A number of presenters called for sustainable development goals to be based on solid evidence and increased monitoring capacity, and it was good to see recognition that the Southern oceans needed more spatial and temporal information to be collected. Overall, the global research and knowledge communities (science, social science and engineering) need to work with decision makers to address sustainable development as a fourth pillar alongside economic, social and environmental needs.
It was recognised that agriculture was one of the biggest industries in the world:
- farmers represented 1/3 of the world’s population
- agriculture took up a large proportion of the earth surface (4.9 b ha)
- 70% of water extraction was used for agriculture
- 25% of global greenhouse gases were from agriculture and associated land use change.
However, as the global population increased, the amount of land per capita was falling, so agricultural land yields needed to increase without increasing greenhouse gas emissions or other environmental harm.
Recommendations for future sustainable development in agriculture highlighted the option of slowing the increase in agricultural land by choosing the right crops and closing the yield gaps on underperforming landscapes (75% of current gains in agricultural land via deforestation).
Win-win activities included:
- managing soils for production (fertility, reduced erosion, soil health)
- efficiency of resource use (precision farming, recycling, reduced waste pre and post harvest, ICT/forecasting/sensing)
- valuing ecosystem services (pollination, natural enemy services, water, carbon storage).
No science equals no sustainability
Luis Valdés (International Oceanographic Commission of UNESCO)
The scene was set for the five day forum by a series of presentations today stressing the urgency of the challenges being faced.
Natural earth processes in the oceans, atmosphere and biodiversity were being undermined by our current way of life, let alone meeting the food and energy needs of 9 billion people. Countries around the world were now profoundly interconnected which needed new perspectives of responsibility for global governance. Calls were made for new scientifically sound indicators of sustainable development and to spread the benefits of research, and opportunity to contribute, to more sectors of society around the world.

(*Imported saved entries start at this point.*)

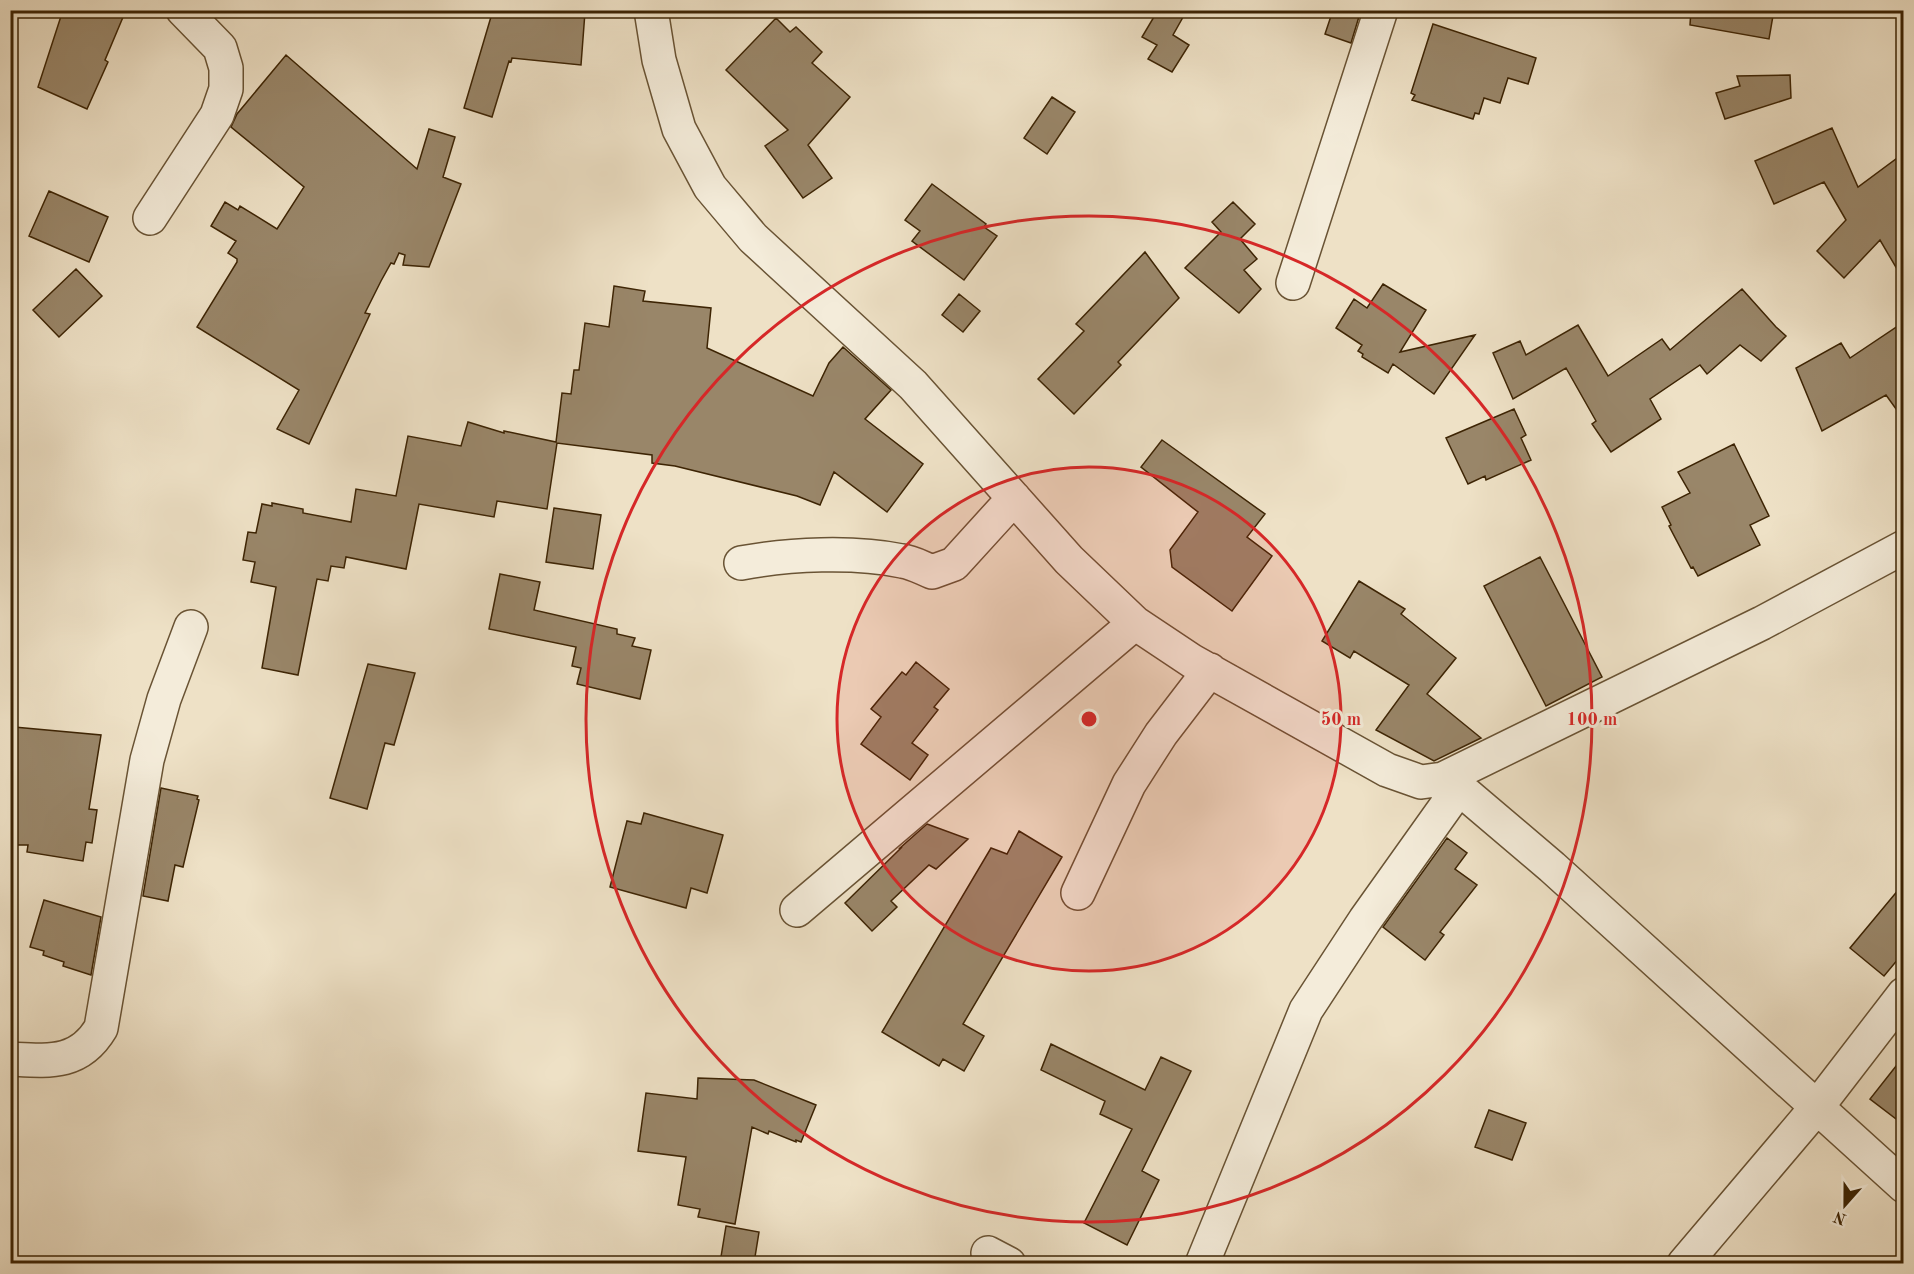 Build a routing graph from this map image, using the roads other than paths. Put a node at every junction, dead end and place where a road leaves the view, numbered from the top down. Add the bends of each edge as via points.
1 (183, 10) edge
2 (651, 10) edge
3 (1381, 10) edge
4 (150, 218) dead end
5 (1293, 283) dead end
6 (1014, 498) junction
7 (1904, 547) edge
8 (741, 563) dead end
9 (1135, 622) junction
10 (190, 627) dead end
11 (1210, 670) junction
12 (1451, 784) junction
13 (1078, 893) dead end
14 (797, 910) dead end
15 (1904, 994) edge
16 (10, 1059) edge
17 (1817, 1107) junction
18 (1904, 1186) edge
19 (1202, 1263) edge
20 (1684, 1263) edge

1 - 4 street via 220,48 226,68 226,89 217,115
2 - 6 street via 659,60 679,129 710,187 753,238 913,385
3 - 5 street
6 - 8 street via 954,564 932,572 904,561 860,555 771,557
6 - 9 street via 1069,560
7 - 12 street
9 - 11 street
9 - 14 street
10 - 16 street via 147,760 101,1028 92,1043 77,1053 52,1061
11 - 12 street via 1387,770 1420,782
11 - 13 street via 1129,784
12 - 17 street via 1552,867
12 - 19 street via 1306,1010
15 - 17 street
17 - 18 street
17 - 20 street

During this session, a consideration of population dynamics highlighted how there was a need to look beyond population size alone, as different sections of the population has different consumption trends. Migration was also influenced by a range of complicated factors, but disaster-induced migration was often smaller than expected and temporary in nature.
Economic growth would be needed to provide the health, education, food, water and energy needs for the future population, but this needed to be done in a way that minimised the inevitable environmental degradation.
Population growth could be addressed through human rights based programmes of family planning, and increasing urbanisation could be an opportunity to provide services more sustainably if this urbanisation was planned for.
The scale of population growth, and increasing standards of living worldwide, was resulting in increased consumption. This was also the case for the service sector.
The session heard that in India the rise in the number of mobile phones over the last 15 years had resulted in cell phone towers now becoming the second largest user of diesel, after the Indian railway.
Some general solutions were proposed through the trends of miniaturisation; increasing the shared use of items; and increasing the longevity and durability of products.